Neural Magic’s capabilities will be incorporated into Red Hat AI, Red Hat’s portfolio of gen AI platforms. Built with the hybrid cloud in mind, Red Hat AI encompasses:
- Red Hat Enterprise Linux AI (RHEL AI), a foundation model platform to more seamlessly develop, test and run the IBM Granite family of open source-licensed LLMs for enterprise applications on Linux server deployments;
- Red Hat OpenShift AI, an AI platform that provides tools to rapidly develop, train, serve and monitor machine learning models across distributed Kubernetes environments on-site, in the public cloud or at the edge; and
- InstructLab, an approachable open source AI community project created by Red Hat and IBM that enables anyone to shape the future of gen AI via the collaborative improvement of open source-licensed Granite LLMs using InstructLab’s fine-tuning technology.
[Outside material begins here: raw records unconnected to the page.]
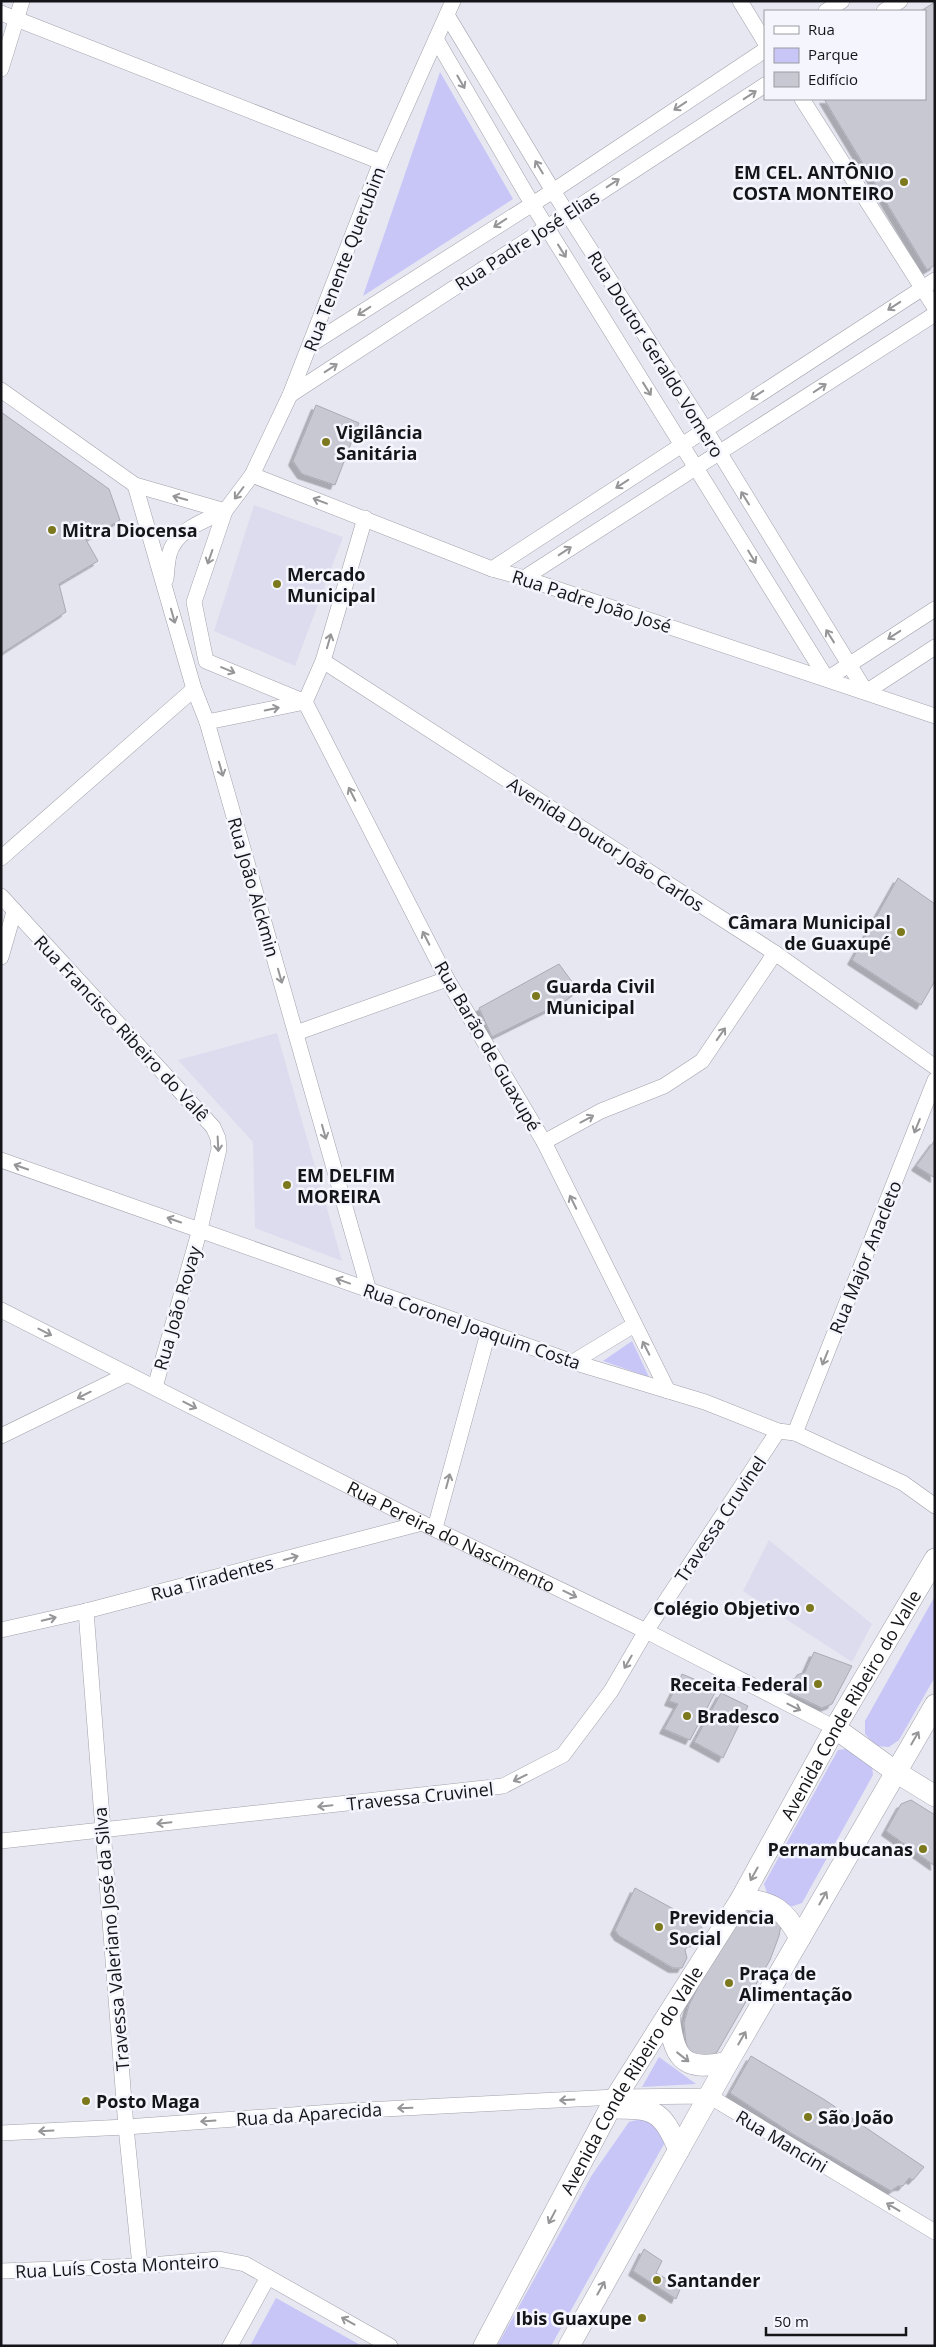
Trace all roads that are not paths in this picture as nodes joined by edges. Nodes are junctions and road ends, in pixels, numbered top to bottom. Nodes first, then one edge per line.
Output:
1 (22, 1) edge
2 (453, 1) edge
3 (740, 1) edge
4 (842, 1) edge
5 (900, 1) edge
6 (828, 10) edge
7 (886, 10) edge
8 (1, 13) edge
9 (447, 16) junction
10 (17, 19) junction
11 (436, 39) junction
12 (764, 40) edge
13 (764, 51) edge
14 (1, 69) edge
15 (764, 86) edge
16 (803, 100) edge
17 (381, 162) junction
18 (553, 190) junction
19 (531, 202) junction
20 (568, 213) junction
21 (547, 226) junction
22 (935, 280) edge
23 (922, 288) junction
24 (935, 308) edge
25 (935, 314) edge
26 (310, 345) junction
27 (1, 390) edge
28 (290, 395) junction
29 (704, 429) junction
30 (681, 444) junction
31 (718, 454) junction
32 (697, 467) junction
33 (252, 475) junction
34 (136, 485) junction
35 (225, 511) junction
36 (365, 518) junction
37 (492, 569) junction
38 (524, 578) junction
39 (166, 587) junction
40 (935, 608) edge
41 (935, 647) edge
42 (323, 661) junction
43 (848, 665) junction
44 (827, 679) junction
45 (194, 689) junction
46 (866, 692) junction
47 (305, 702) junction
48 (935, 716) edge
49 (207, 722) junction
50 (1, 858) edge
51 (1, 896) edge
52 (14, 912) junction
53 (775, 953) junction
54 (1, 957) edge
55 (447, 979) junction
56 (296, 1033) junction
57 (935, 1067) edge
58 (935, 1080) edge
59 (544, 1142) junction
60 (1, 1160) edge
61 (200, 1229) junction
62 (369, 1291) junction
63 (1, 1310) edge
64 (634, 1324) junction
65 (488, 1332) junction
66 (573, 1362) junction
67 (128, 1374) junction
68 (155, 1387) junction
69 (668, 1391) junction
70 (778, 1431) junction
71 (795, 1433) junction
72 (1, 1436) edge
73 (935, 1506) edge
74 (429, 1525) junction
75 (935, 1559) edge
76 (86, 1611) junction
77 (1, 1630) edge
78 (646, 1631) junction
79 (935, 1704) edge
80 (835, 1728) junction
81 (896, 1772) junction
82 (935, 1796) edge
83 (102, 1829) junction
84 (1, 1841) edge
85 (741, 1899) junction
86 (800, 1938) junction
87 (669, 2014) junction
88 (728, 2062) junction
89 (710, 2096) junction
90 (613, 2103) junction
91 (126, 2127) junction
92 (1, 2133) edge
93 (679, 2150) junction
94 (935, 2232) edge
95 (140, 2266) junction
96 (1, 2271) edge
97 (268, 2277) junction
98 (230, 2346) edge
99 (390, 2346) edge
100 (484, 2346) edge
101 (569, 2346) edge

1 - 10 street
2 - 9 street, Rua Tenente Querubim
3 - 12 street
4 - 6 street
5 - 7 street
8 - 10 street
9 - 11 street, Rua Tenente Querubim
18 -> 9 street, Rua Doutor Geraldo Vomero
10 - 14 street
10 - 17 street
11 - 17 street, Rua Tenente Querubim
11 -> 19 street, Rua Doutor Geraldo Vomero
13 -> 18 street, Rua Padre José Elias
20 -> 15 street, Rua Padre José Elias
16 - 23 street
17 - 26 street, Rua Tenente Querubim
18 - 19 street, Rua Padre José Elias
18 - 20 street, Rua Doutor Geraldo Vomero
19 - 21 street, Rua Doutor Geraldo Vomero
19 -> 26 street, Rua Padre José Elias
20 - 21 street, Rua Padre José Elias
20 - 29 street, Rua Doutor Geraldo Vomero
28 -> 21 street, Rua Padre José Elias
21 -> 30 street, Rua Doutor Geraldo Vomero
22 - 23 street
23 - 24 street
23 -> 29 street
31 -> 25 street
26 - 28 street, Rua Tenente Querubim
27 - 34 street
28 - 33 street, Rua Tenente Querubim
29 - 30 street
29 - 31 street, Rua Doutor Geraldo Vomero
30 - 32 street, Rua Doutor Geraldo Vomero
30 -> 37 street
31 - 32 street
43 -> 31 street, Rua Doutor Geraldo Vomero
38 -> 32 street
32 -> 44 street, Rua Doutor Geraldo Vomero
33 -> 35 street, Rua Tenente Querubim
36 -> 33 street, Rua Padre João José
35 -> 34 street
34 - 39 street, Rua João Alckmin
35 - 39 street
35 -> 47 street
36 - 37 street, Rua Padre João José
42 -> 36 street
37 - 38 street, Rua Padre João José
38 - 44 street, Rua Padre João José
39 -> 45 street, Rua João Alckmin
40 -> 43 street
41 - 46 street
42 - 47 street
42 - 53 street, Avenida Doutor João Carlos
43 - 44 street
43 - 46 street, Rua Doutor Geraldo Vomero
44 - 46 street, Rua Padre João José
45 - 49 street, Rua João Alckmin
45 - 50 street
46 - 48 street, Rua Padre João José
49 -> 47 street
55 -> 47 street, Rua Barão de Guaxupé
49 -> 56 street, Rua João Alckmin
51 - 52 street, Rua Francisco Ribeiro do Valê
52 - 54 street
52 -> 61 street, Rua Francisco Ribeiro do Valê
53 - 57 street, Avenida Doutor João Carlos
59 -> 53 street
55 - 56 street
55 - 59 street, Rua Barão de Guaxupé
56 -> 62 street, Rua João Alckmin
58 -> 71 street, Rua Major Anacleto
64 -> 59 street, Rua Barão de Guaxupé
61 -> 60 street, Rua Coronel Joaquim Costa
62 -> 61 street, Rua Coronel Joaquim Costa
61 - 68 street, Rua João Rovay
62 - 65 street, Rua Coronel Joaquim Costa
63 -> 67 street, Rua Pereira do Nascimento
64 - 66 street
69 -> 64 street, Rua Barão de Guaxupé
65 - 66 street, Rua Coronel Joaquim Costa
74 -> 65 street
66 - 69 street, Rua Coronel Joaquim Costa
67 - 68 street, Rua Pereira do Nascimento
67 -> 72 street
68 -> 74 street, Rua Pereira do Nascimento
69 - 70 street, Rua Coronel Joaquim Costa
70 - 71 street, Rua Coronel Joaquim Costa
70 - 78 street, Travessa Cruvinel
71 - 73 street, Rua Coronel Joaquim Costa
76 -> 74 street, Rua Tiradentes
74 -> 78 street, Rua Pereira do Nascimento
75 - 80 main road, Avenida Conde Ribeiro do Valle
77 -> 76 street, Rua Tiradentes
76 - 83 street, Travessa Valeriano José da Silva
78 -> 80 street, Rua Pereira do Nascimento
78 -> 83 street, Travessa Cruvinel
81 -> 79 main road
80 - 81 main road, Rua Pereira do Nascimento
80 -> 85 main road, Avenida Conde Ribeiro do Valle
81 - 82 main road, Rua Pereira do Nascimento
86 -> 81 main road
83 - 84 street, Travessa Cruvinel
83 - 91 street, Travessa Valeriano José da Silva
85 - 86 main road
85 - 87 main road, Avenida Conde Ribeiro do Valle
88 -> 86 main road
87 -> 88 main road
87 - 90 main road, Avenida Conde Ribeiro do Valle
88 - 89 main road
89 - 90 street
89 - 93 main road
94 -> 89 street, Rua Mancini
90 -> 91 street, Rua da Aparecida
90 - 93 main road
90 -> 100 main road, Avenida Conde Ribeiro do Valle
91 -> 92 street, Rua da Aparecida
91 - 95 street, Travessa Valeriano José da Silva
101 -> 93 main road
95 - 96 street, Rua Luís Costa Monteiro
95 - 97 street, Rua Luís Costa Monteiro
97 - 98 street
99 -> 97 street, Rua Luís Costa Monteiro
“Red Hat’s acquisition of Neural Magic is a strategic enhancement to its AI capabilities, facilitating AI deployment across hybrid clouds by leveraging Neural Magic’s expertise in model optimization and inference acceleration,” said Dave McCarthy, an analyst at IDC, in a statement. “This move not only aligns with Red Hat’s commitment to open source innovation but also positions the company to offer more cost-effective, scalable AI solutions that reduce dependency on specialized hardware.”